From the records below, transcribe exactly the lines that begin at the line with "thumb ip: (965, 850)" and end at the line with "index tip: (1048, 613)", both included.
--- EXTRACTED RECORDS Enclosed Below ---
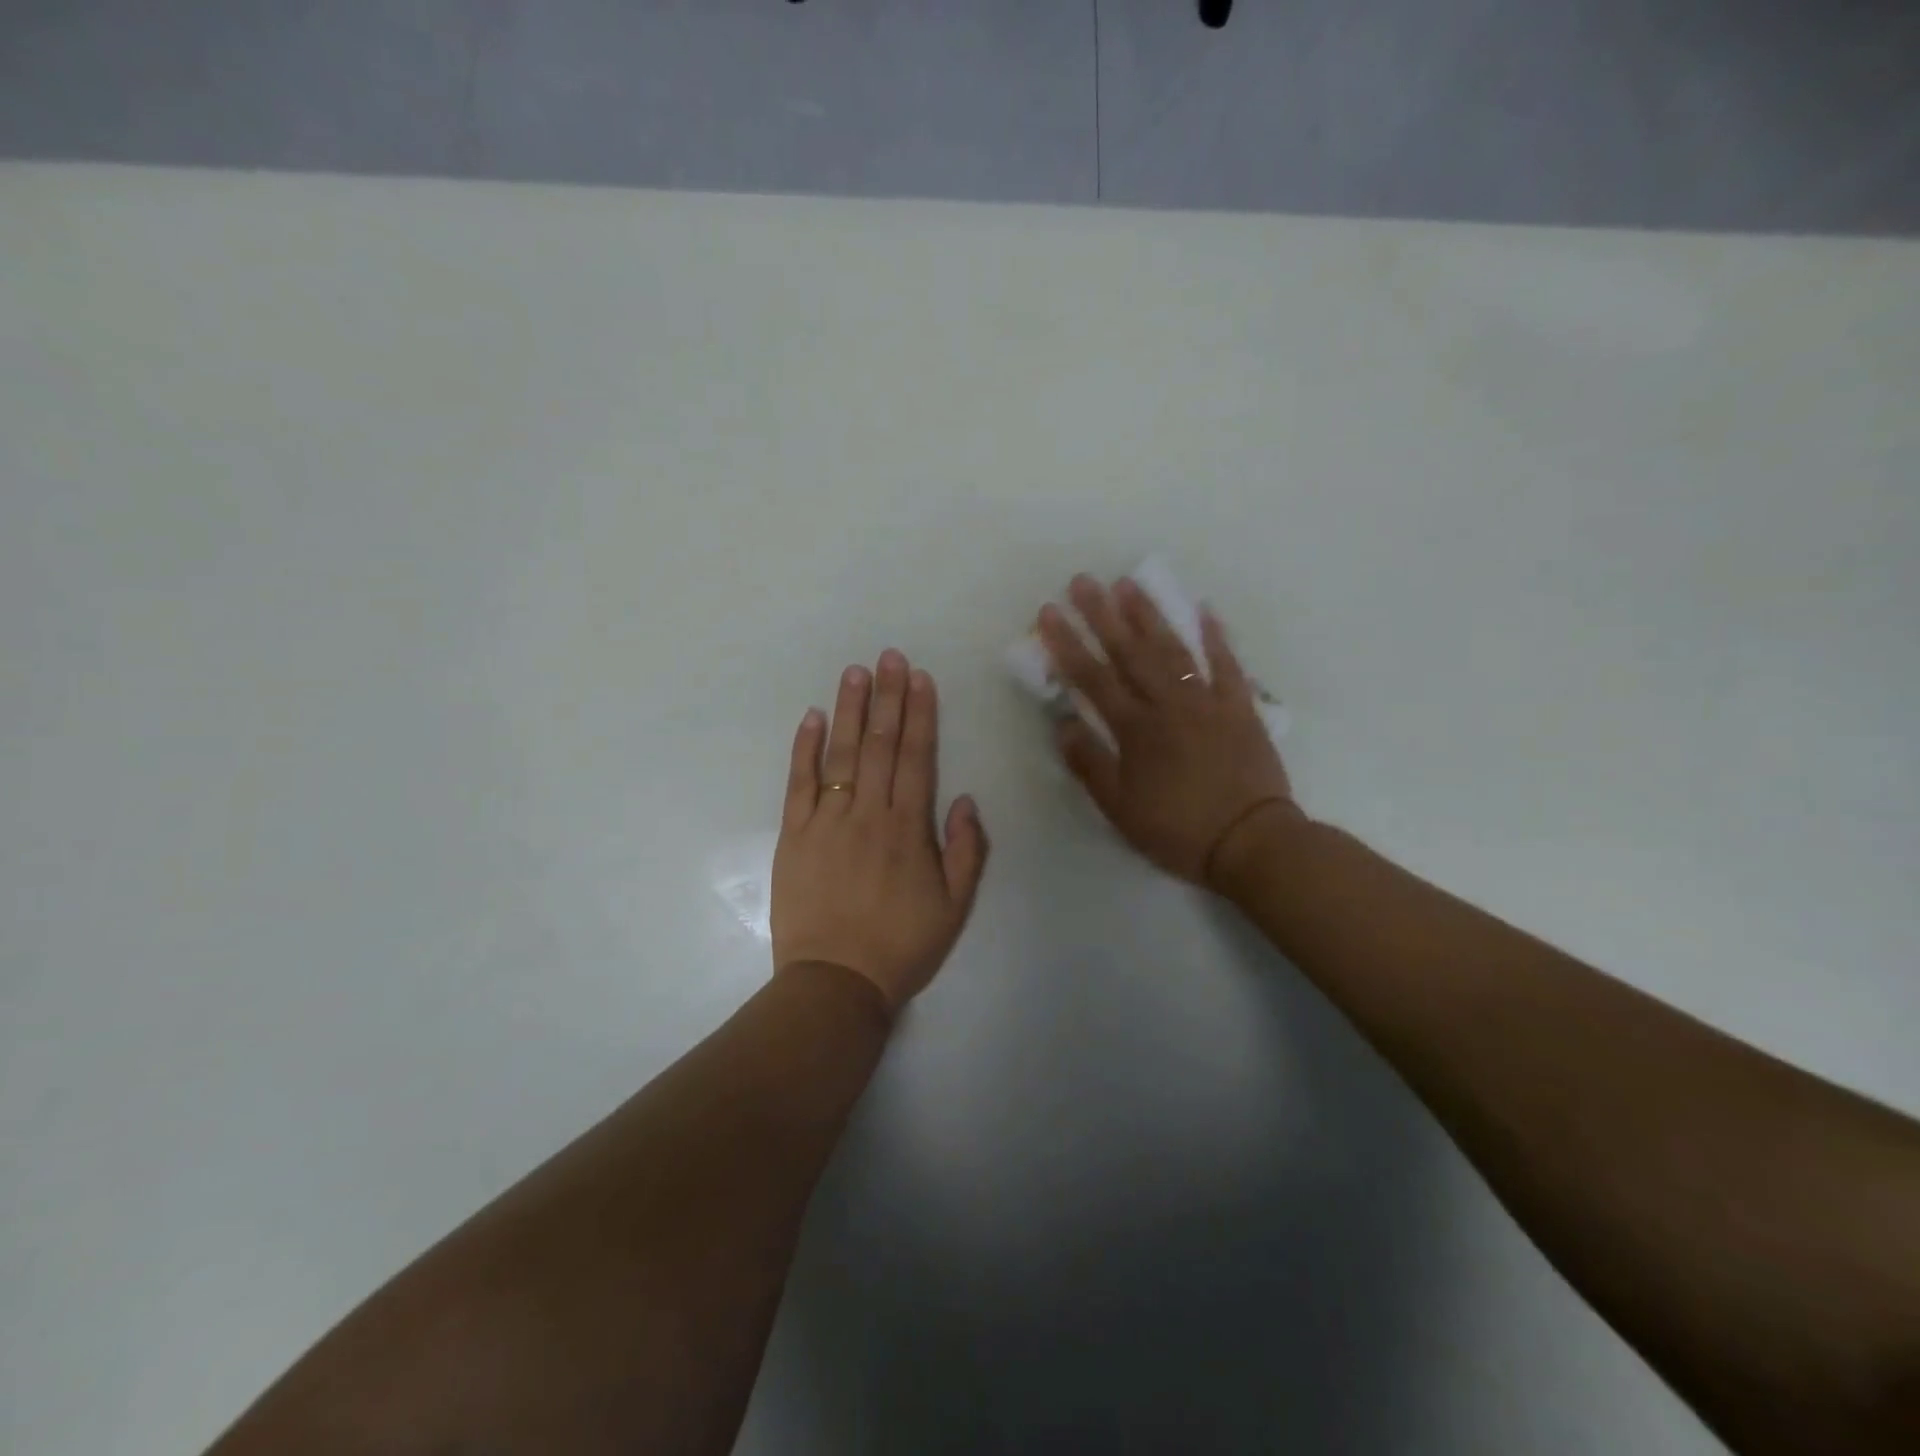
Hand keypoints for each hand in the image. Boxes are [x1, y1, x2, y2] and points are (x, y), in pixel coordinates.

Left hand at [771, 651, 989, 1012]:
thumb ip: (965, 850)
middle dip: (887, 697)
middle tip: (889, 656)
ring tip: (855, 672)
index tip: (919, 678)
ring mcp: (826, 821)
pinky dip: (803, 748)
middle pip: (879, 744)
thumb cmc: (901, 946)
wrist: (836, 981)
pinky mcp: (793, 835)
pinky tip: (810, 717)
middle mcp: (868, 813)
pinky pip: (798, 783)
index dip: (919, 714)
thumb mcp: (955, 906)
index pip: (916, 756)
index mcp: (908, 827)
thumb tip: (964, 798)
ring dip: (849, 710)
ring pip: (840, 754)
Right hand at [1038, 574, 1302, 888]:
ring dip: (1149, 615)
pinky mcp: (1240, 707)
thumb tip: (1062, 724)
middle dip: (1103, 615)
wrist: (1251, 842)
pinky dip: (1215, 636)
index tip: (1048, 613)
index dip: (1067, 644)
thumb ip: (1089, 764)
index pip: (1092, 678)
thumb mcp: (1120, 809)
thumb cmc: (1178, 830)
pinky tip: (1203, 609)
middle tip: (1083, 581)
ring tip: (1129, 584)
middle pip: (1130, 652)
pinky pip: (1227, 665)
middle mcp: (1168, 705)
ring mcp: (1207, 701)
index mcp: (1135, 729)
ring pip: (1173, 649)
--- End of Enclosed EXTRACTED RECORDS ---
RESPONSE TO THIS EXERCISE:
thumb ip: (965, 850)
middle dip: (887, 697)
middle tip: (889, 656)
ring tip: (855, 672)
index tip: (919, 678)
ring mcp: (826, 821)
pinky dip: (803, 748)
middle pip: (879, 744)
thumb cmc: (901, 946)
wrist: (836, 981)
pinky mcp: (793, 835)
pinky tip: (810, 717)
middle mcp: (868, 813)
pinky pip: (798, 783)
index dip: (919, 714)
thumb mcp: (955, 906)
index pip: (916, 756)
index mcp: (908, 827)
thumb tip: (964, 798)
ring dip: (849, 710)
ring pip: (840, 754)
Right hand at [1038, 574, 1302, 888]:
ring dip: (1149, 615)
pinky mcp: (1240, 707)
thumb tip: (1062, 724)
middle dip: (1103, 615)
wrist: (1251, 842)
pinky dip: (1215, 636)
index tip: (1048, 613)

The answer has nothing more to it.